- Work instructions -
In the entries that follow, which lines hold the string "edges"? List them.

Stored dataset items

* * * * * * *

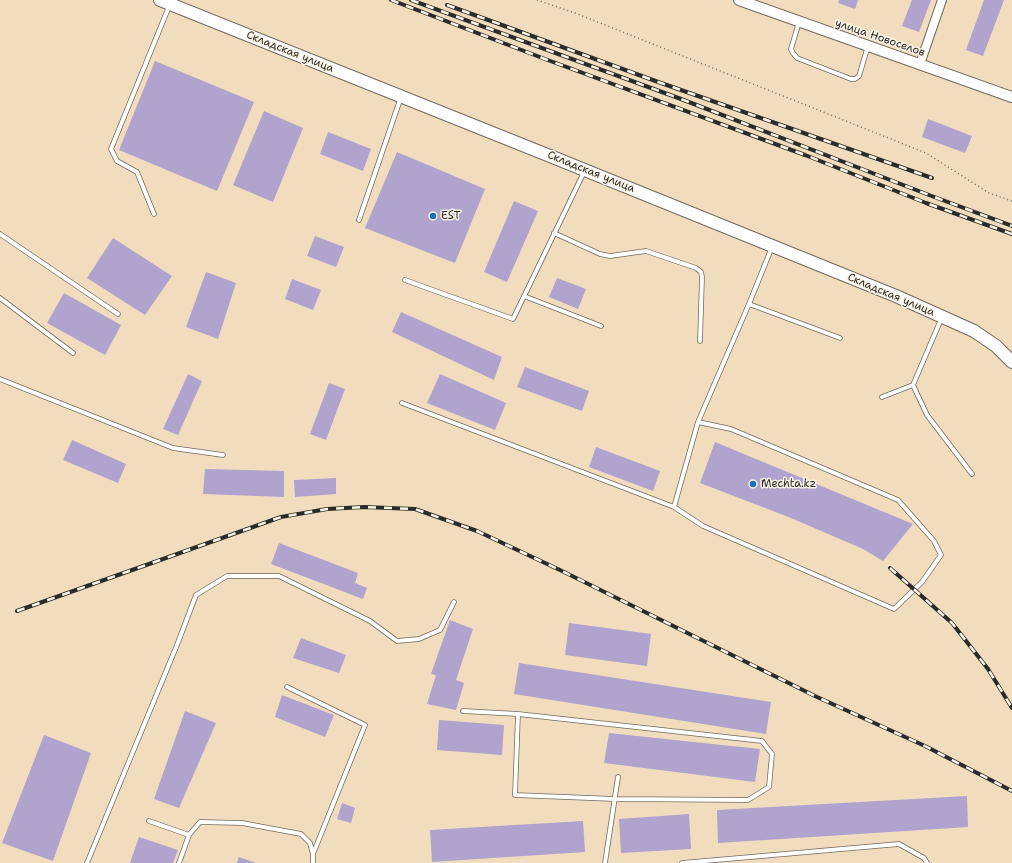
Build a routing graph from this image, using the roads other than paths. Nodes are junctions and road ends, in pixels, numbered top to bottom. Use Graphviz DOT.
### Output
graph roads {
  1 [pos="739,0"];
  2 [pos="942,0"];
  3 [pos="165,2"];
  4 [pos="800,22"];
  5 [pos="868,46"];
  6 [pos="920,64"];
  7 [pos="401,96"];
  8 [pos="1012,97"];
  9 [pos="585,170"];
  10 [pos="154,214"];
  11 [pos="359,220"];
  12 [pos="554,233"];
  13 [pos="0,234"];
  14 [pos="772,246"];
  15 [pos="405,280"];
  16 [pos="524,296"];
  17 [pos="0,298"];
  18 [pos="749,304"];
  19 [pos="118,314"];
  20 [pos="942,317"];
  21 [pos="601,326"];
  22 [pos="840,338"];
  23 [pos="700,341"];
  24 [pos="73,353"];
  25 [pos="1012,362"];
  26 [pos="0,379"];
  27 [pos="913,385"];
  28 [pos="882,398"];
  29 [pos="402,403"];
  30 [pos="698,422"];
  31 [pos="223,455"];
  32 [pos="972,474"];
  33 [pos="674,508"];
  34 [pos="454,602"];
  35 [pos="287,687"];
  36 [pos="463,711"];
  37 [pos="518,714"];
  38 [pos="618,777"];
  39 [pos="615,799"];
  40 [pos="149,821"];
  41 [pos="189,835"];
  42 [pos="313,854"];
  43 [pos="87,863"];
  44 [pos="179,863"];
  45 [pos="313,863"];
  46 [pos="605,863"];
  47 [pos="682,863"];
  48 [pos="927,863"];
  1 -- 4 [label="street, улица Новоселов"];
  2 -- 6 [label="street"];
  3 -- 7 [label="main road, Складская улица"];
  3 -- 10 [label="lane"];
  4 -- 5 [label="street, улица Новоселов"];
  4 -- 5 [label="lane"];
  5 -- 6 [label="street, улица Новоселов"];
  6 -- 8 [label="street, улица Новоселов"];
  7 -- 9 [label="main road, Складская улица"];
  7 -- 11 [label="lane"];
  9 -- 12 [label="lane"];
  9 -- 14 [label="main road, Складская улица"];
  12 -- 16 [label="lane"];
  12 -- 23 [label="lane"];
  13 -- 19 [label="lane"];
  14 -- 18 [label="lane"];
  14 -- 20 [label="main road, Складская улица"];
  15 -- 16 [label="lane"];
  16 -- 21 [label="lane"];
  17 -- 24 [label="lane"];
  18 -- 22 [label="lane"];
  18 -- 30 [label="lane"];
  20 -- 25 [label="main road, Складская улица"];
  20 -- 27 [label="lane"];
  26 -- 31 [label="lane"];
  27 -- 28 [label="lane"];
  27 -- 32 [label="lane"];
  29 -- 33 [label="lane"];
  30 -- 33 [label="lane"];
  30 -- 33 [label="lane"];
  34 -- 43 [label="lane"];
  35 -- 42 [label="lane"];
  36 -- 37 [label="lane"];
  37 -- 39 [label="lane"];
  37 -- 39 [label="lane"];
  38 -- 39 [label="lane"];
  39 -- 46 [label="lane"];
  40 -- 41 [label="lane"];
  41 -- 42 [label="lane"];
  41 -- 44 [label="lane"];
  42 -- 45 [label="lane"];
  47 -- 48 [label="lane"];
}
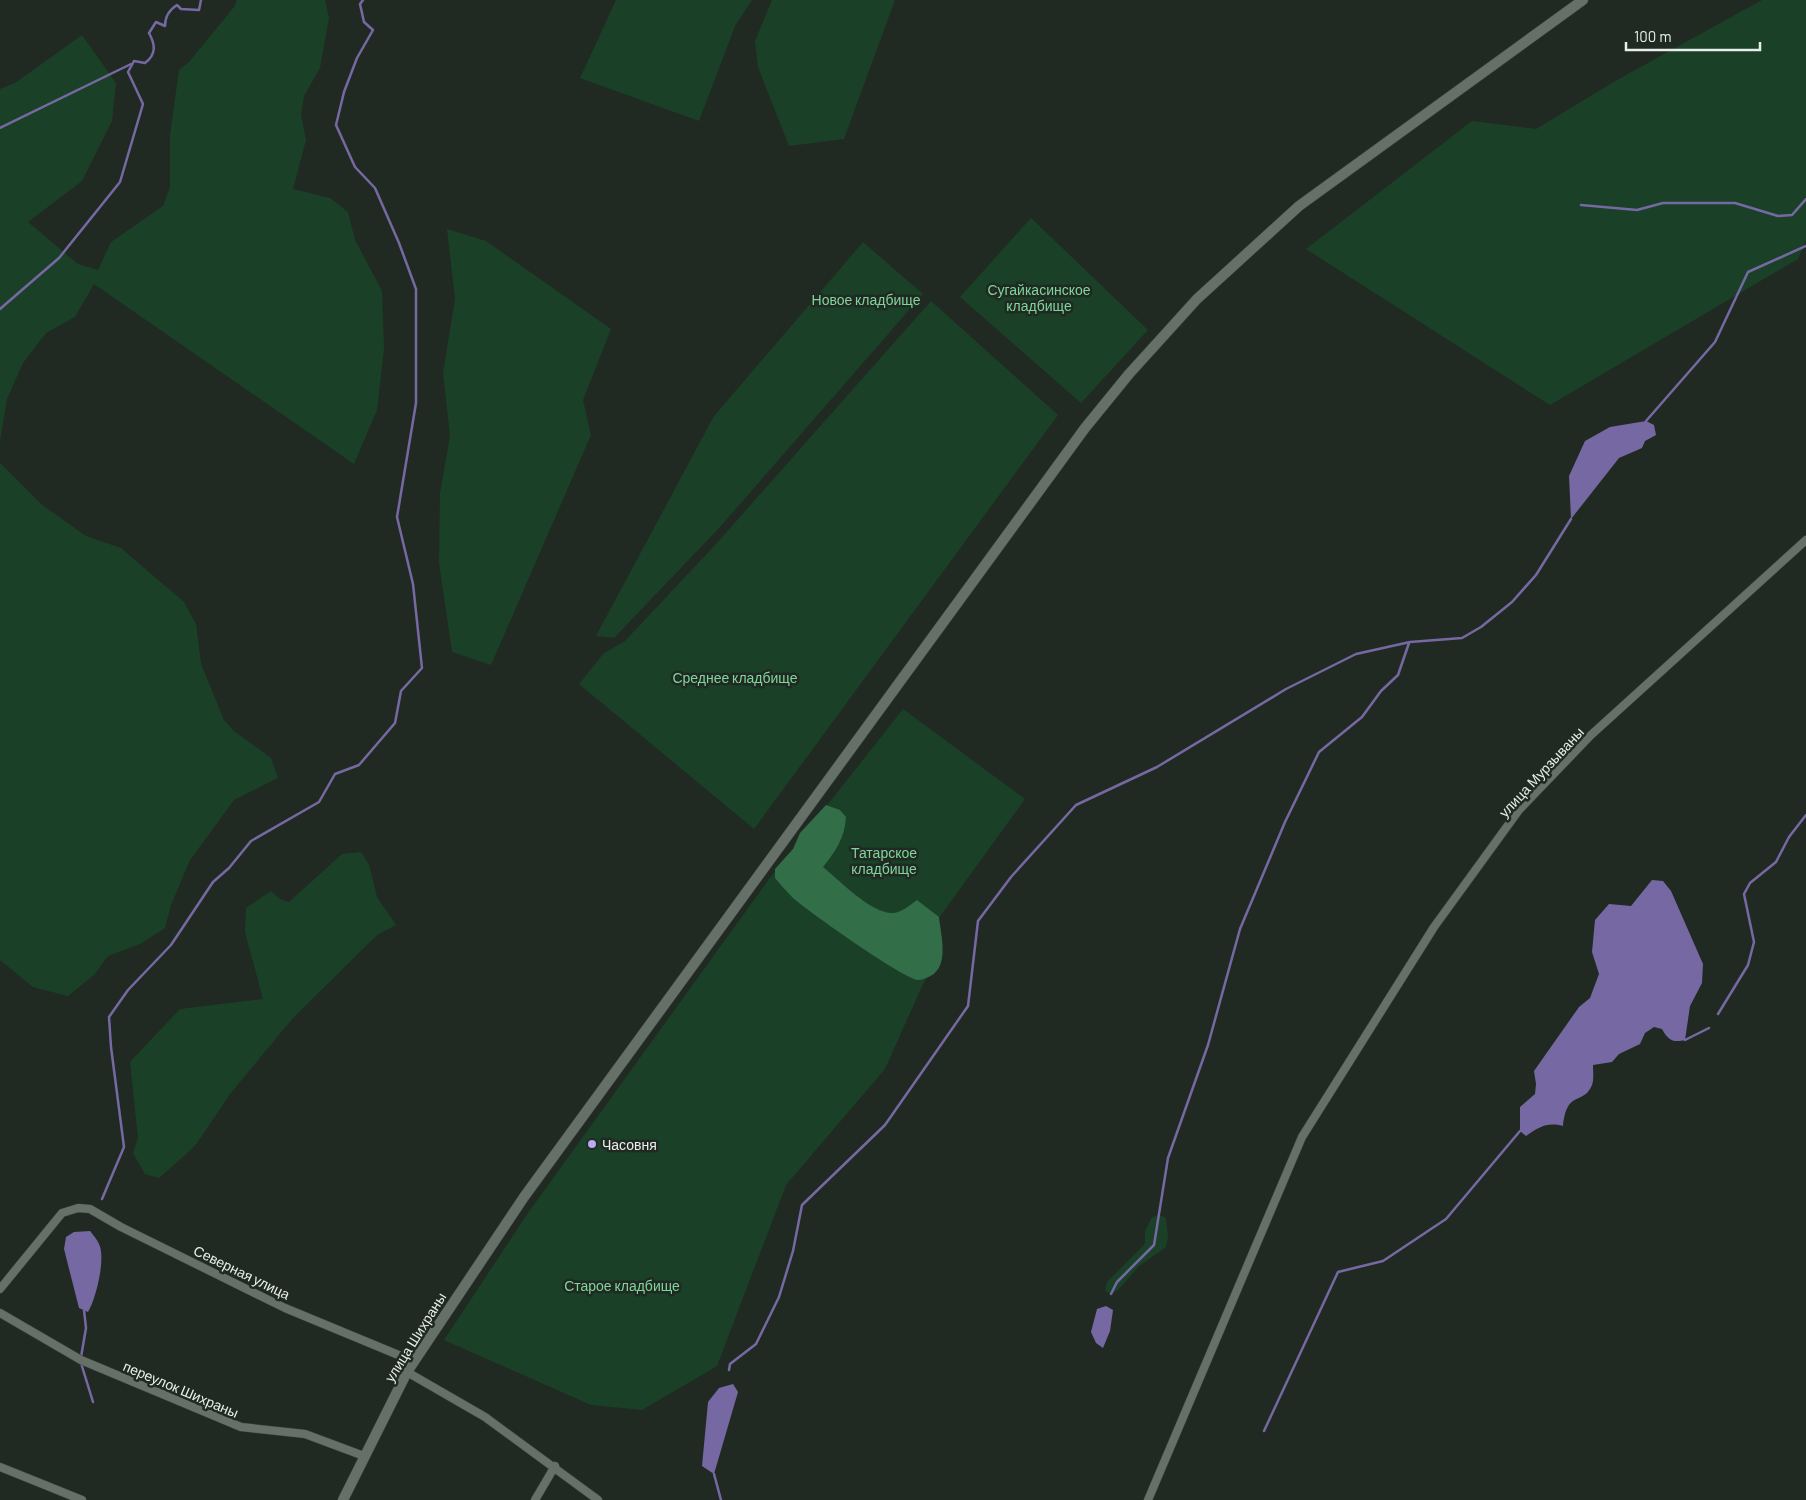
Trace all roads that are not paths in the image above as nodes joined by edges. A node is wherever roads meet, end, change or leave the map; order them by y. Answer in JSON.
{"nodes":[{"id":1,"x":1583,"y":0,"type":"edge"},
{"id":2,"x":1806,"y":540,"type":"edge"},
{"id":3,"x":0,"y":1289,"type":"edge"},
{"id":4,"x":0,"y":1313,"type":"edge"},
{"id":5,"x":413,"y":1361,"type":"junction"},
{"id":6,"x":407,"y":1372,"type":"junction"},
{"id":7,"x":364,"y":1456,"type":"junction"},
{"id":8,"x":0,"y":1466,"type":"edge"},
{"id":9,"x":555,"y":1466,"type":"junction"},
{"id":10,"x":82,"y":1500,"type":"edge"},
{"id":11,"x":343,"y":1500,"type":"edge"},
{"id":12,"x":535,"y":1500,"type":"edge"},
{"id":13,"x":598,"y":1500,"type":"edge"},
{"id":14,"x":1148,"y":1500,"type":"edge"}],
"edges":[{"from":1,"to":5,"type":"street","name":"улица Шихраны"},
{"from":2,"to":14,"type":"street","name":"улица Мурзываны"},
{"from":3,"to":5,"type":"street","name":"Северная улица"},
{"from":4,"to":7,"type":"street","name":"переулок Шихраны"},
{"from":5,"to":6,"type":"street","name":"улица Шихраны"},
{"from":6,"to":7,"type":"street","name":"улица Шихраны"},
{"from":6,"to":9,"type":"street"},
{"from":7,"to":11,"type":"street","name":"улица Шихраны"},
{"from":8,"to":10,"type":"street"},
{"from":9,"to":12,"type":"street"},
{"from":9,"to":13,"type":"street"}]}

* * * * * * *

- Exercise output -
Trace all roads that are not paths in the image above as nodes joined by edges. A node is wherever roads meet, end, change or leave the map; order them by y. Answer in JSON.
"edges":[{"from":1,"to":5,"type":"street","name":"улица Шихраны"},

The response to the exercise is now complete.